According to Tom Fondakowski, Black Dirt Farm, the company responsible for delivering the food scraps to Lamoille Soil to be composted, could not deliver compost totes at the time of the Convocation barbecue which contained bioplastic utensils.

According to an email from Lamoille Soil, “Prior approval is required for any serve ware (plates, straws, knives, and spoons) to be included in the tote(s), and all serve ware items must be listed on the Biodegradable Products Institute (BPI) ‘Certified Compostable Products List.’”

The items found in the totes could not be used in the compost. The reason? Black Dirt Farm does not normally accept bioplastics as a part of the food scraps at their Stannard, Vermont location.

According to the compost facility operator for The Lamoille Solid Waste District, Chris Duff, “They also have a compost facility in Stannard, and they do not accept BPI material at their place, mostly because of the opportunity for confusion and contamination from other products.” However, the situation was resolved quickly. According to a Sep. 3 email from Black Dirt Farm to Tom Fondakowski and Michael Stevens, Director of Facilities, “I know there has been quite a bit of confusion surrounding bioplastics, but the last communication between us all was that Lamoille Soil could not accept these items. However, I just got off the phone with Lamoille Soil and they agreed to accept bioplastics from NVU moving forward, provided they are passed by me for approval before being used.”

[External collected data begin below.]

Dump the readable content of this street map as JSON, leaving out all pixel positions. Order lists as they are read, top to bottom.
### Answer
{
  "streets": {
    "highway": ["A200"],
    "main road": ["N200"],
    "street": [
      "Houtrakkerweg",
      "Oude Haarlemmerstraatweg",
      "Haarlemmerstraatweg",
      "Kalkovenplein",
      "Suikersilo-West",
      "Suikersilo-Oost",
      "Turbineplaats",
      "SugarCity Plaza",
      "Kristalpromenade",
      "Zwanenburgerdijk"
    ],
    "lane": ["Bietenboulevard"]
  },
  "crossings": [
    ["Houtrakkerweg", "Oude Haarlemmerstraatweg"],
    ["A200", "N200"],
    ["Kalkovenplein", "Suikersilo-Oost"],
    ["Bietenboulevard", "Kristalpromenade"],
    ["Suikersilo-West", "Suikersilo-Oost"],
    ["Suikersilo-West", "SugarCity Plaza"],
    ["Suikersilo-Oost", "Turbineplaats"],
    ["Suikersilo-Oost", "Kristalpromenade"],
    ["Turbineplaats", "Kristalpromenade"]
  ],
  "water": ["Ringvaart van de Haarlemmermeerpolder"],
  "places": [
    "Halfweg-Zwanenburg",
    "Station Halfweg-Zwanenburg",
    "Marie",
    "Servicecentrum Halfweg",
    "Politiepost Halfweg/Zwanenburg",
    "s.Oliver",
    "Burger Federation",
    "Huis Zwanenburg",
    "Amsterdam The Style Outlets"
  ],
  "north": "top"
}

Despite this mistake, the composting program at this time was successful.

According to Fondakowski, “Family weekend barbeque we were very successful and I think that we had a dramatic, at least 50 percent improvement over the compost process, whereas our patrons that weekend really followed direction on the signs, and from what we heard, there was very minimal contamination of the compost…The compost bins were at least 99 percent compostable product and food,” Fondakowski said.

How does one know if an item is compostable? It helps to understand the compost process. At Lamoille Soil, the compost process happens this way; according to Duff, “The food scraps come in from Northern Vermont University via Black Dirt Farm, who hauls them for us. I have a bed of carbon material all prepared here for them, they will back in and dump the food scraps in.

The food scraps are high in nitrogen, so in order to have a successful microbe population in my compost pile so that it will heat and it will break down rapidly, I have to have a certain carbon to nitrogen ratio. So once I know how much food scraps came in, whether it is a ton or half a ton or two tons, I will balance that with the proper amount of carbon, in the form of wood chip, shredded paper, leaves, manures, hay—whatever it takes to bring that carbon ratio up to about 20 to 30 parts carbon to one part nitrogen.”

Ventura noted that composting is an activity that must be adopted by everyone in order to have an impact. “Everybody on campus should be participating and buying in and taking responsibility for the composting process,” Ventura said.

Determining if an item is compostable is done by making sure that the item is labeled as BPI certified or carries the ATSM 6400 designation.

Fondakowski said that while campus-wide composting efforts have been successful, continued success requires that everyone participate.

“Like anything that is sustainable, it takes a team effort, and our team would be the NVU-Johnson community, meaning it has to be facilities, food service, and our customers,” Fondakowski said.